Voilà longtemps que l’on n’avait pas été convaincu par un film des frères Dardenne. Depuis quinze ans, les deux cinéastes semblaient appliquer à toutes leurs histoires la même recette indigeste de drame social prêt-à-l’emploi. Avec Jeunes mères, ils s’extraient momentanément de ce cinéma systémique pour se concentrer sur le destin de cinq jeunes filles devenues mères trop tôt, dans des conditions matérielles mais aussi psychologiques forcément difficiles. Le film s’ouvre sur Jessica qui s’apprête à faire la connaissance de sa propre mère – qui l’avait placée à la naissance – alors qu’elle-même est sur le point d’accoucher. Puis on rencontre Julie, Perla, Ariane, Naïma. Chacune d’elles est dans une situation différente, mais animée du même désir d’avancer dans sa vie, et de se construire un avenir et peut-être une famille.

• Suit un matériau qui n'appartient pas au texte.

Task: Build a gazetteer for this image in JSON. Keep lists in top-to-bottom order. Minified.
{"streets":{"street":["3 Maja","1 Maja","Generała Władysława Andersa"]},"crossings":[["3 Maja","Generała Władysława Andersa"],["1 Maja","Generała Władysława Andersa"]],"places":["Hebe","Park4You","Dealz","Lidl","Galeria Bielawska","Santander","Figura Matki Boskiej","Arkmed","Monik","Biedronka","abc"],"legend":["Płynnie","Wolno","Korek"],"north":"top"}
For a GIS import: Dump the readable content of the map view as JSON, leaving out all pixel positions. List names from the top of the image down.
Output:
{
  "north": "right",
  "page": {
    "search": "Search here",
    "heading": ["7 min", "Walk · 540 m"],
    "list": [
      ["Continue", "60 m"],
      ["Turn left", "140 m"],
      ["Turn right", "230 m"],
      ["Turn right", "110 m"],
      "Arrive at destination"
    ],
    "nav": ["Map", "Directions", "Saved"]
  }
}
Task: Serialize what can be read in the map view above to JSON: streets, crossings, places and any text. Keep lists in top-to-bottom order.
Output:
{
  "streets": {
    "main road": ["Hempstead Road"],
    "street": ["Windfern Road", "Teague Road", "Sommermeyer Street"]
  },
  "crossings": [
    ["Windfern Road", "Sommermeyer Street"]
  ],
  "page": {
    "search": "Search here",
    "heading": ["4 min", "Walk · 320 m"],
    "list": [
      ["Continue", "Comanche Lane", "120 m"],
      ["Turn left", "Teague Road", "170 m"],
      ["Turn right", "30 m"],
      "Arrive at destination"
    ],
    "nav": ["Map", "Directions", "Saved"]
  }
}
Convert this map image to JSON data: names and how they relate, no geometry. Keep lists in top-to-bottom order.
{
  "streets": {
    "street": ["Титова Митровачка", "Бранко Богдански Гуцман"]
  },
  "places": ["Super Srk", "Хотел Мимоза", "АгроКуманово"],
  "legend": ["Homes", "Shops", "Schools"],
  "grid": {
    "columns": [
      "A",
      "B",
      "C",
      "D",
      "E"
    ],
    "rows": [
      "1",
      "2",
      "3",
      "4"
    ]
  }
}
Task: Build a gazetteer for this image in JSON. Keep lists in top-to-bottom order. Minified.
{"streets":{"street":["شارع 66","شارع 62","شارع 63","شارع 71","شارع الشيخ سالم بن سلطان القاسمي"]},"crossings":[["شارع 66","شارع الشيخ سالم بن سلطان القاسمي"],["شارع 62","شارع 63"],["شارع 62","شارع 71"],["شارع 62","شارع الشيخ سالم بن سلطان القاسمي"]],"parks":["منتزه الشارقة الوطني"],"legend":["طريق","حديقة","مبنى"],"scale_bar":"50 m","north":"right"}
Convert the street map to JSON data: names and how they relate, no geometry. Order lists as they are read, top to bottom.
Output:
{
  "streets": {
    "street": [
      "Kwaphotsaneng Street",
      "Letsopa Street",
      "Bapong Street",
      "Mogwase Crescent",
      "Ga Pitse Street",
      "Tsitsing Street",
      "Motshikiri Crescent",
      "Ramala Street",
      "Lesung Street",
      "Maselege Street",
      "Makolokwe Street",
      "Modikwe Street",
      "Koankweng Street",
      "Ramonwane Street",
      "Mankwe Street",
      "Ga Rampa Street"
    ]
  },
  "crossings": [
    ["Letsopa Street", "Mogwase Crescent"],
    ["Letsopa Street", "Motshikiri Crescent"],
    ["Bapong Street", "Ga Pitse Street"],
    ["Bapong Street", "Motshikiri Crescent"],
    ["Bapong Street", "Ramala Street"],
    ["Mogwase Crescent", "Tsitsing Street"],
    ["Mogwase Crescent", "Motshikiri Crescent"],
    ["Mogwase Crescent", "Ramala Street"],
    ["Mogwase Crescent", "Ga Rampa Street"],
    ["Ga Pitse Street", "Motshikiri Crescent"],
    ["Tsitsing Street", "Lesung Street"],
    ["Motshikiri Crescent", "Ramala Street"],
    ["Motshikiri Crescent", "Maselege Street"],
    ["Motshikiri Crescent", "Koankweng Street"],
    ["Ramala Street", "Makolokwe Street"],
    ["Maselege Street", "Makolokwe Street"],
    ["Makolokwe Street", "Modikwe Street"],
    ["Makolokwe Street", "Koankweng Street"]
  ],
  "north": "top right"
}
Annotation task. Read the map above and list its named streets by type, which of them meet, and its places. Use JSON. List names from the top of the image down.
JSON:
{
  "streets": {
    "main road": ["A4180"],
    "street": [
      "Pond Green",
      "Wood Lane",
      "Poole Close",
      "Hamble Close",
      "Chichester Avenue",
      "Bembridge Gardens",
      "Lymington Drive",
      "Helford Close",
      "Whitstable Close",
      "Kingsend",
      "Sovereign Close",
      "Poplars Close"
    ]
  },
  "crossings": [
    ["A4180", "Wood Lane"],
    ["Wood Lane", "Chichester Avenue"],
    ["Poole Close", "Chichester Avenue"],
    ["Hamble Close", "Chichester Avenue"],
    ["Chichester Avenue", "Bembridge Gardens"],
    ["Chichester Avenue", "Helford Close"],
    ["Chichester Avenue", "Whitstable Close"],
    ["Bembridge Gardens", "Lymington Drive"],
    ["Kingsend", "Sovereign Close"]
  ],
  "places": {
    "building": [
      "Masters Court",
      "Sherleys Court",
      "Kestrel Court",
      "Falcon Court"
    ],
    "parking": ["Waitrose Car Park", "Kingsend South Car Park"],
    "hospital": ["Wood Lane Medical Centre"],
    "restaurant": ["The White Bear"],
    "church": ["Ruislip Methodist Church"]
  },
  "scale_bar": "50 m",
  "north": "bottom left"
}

Fidèles à eux-mêmes, les deux cinéastes laissent peu respirer le récit, entièrement focalisé sur les moments de tension, les choix cruciaux, les points de rupture. Ils évacuent hors champ tout ce qui tient du quotidien, tout ce qui ne fait pas avancer l’intrigue : les temps d’échanges entre copines, les moments de repas (dont on sait pourtant qu’ils sont pris – et même parfois confectionnés – en commun), les pauses au milieu de la frénésie du quotidien… On ne saura presque rien de leurs interactions, de leurs solidarités, de leurs fous-rires. Comme si ces héroïnes n’existaient que par le prisme de leur combat, et jamais par elles-mêmes.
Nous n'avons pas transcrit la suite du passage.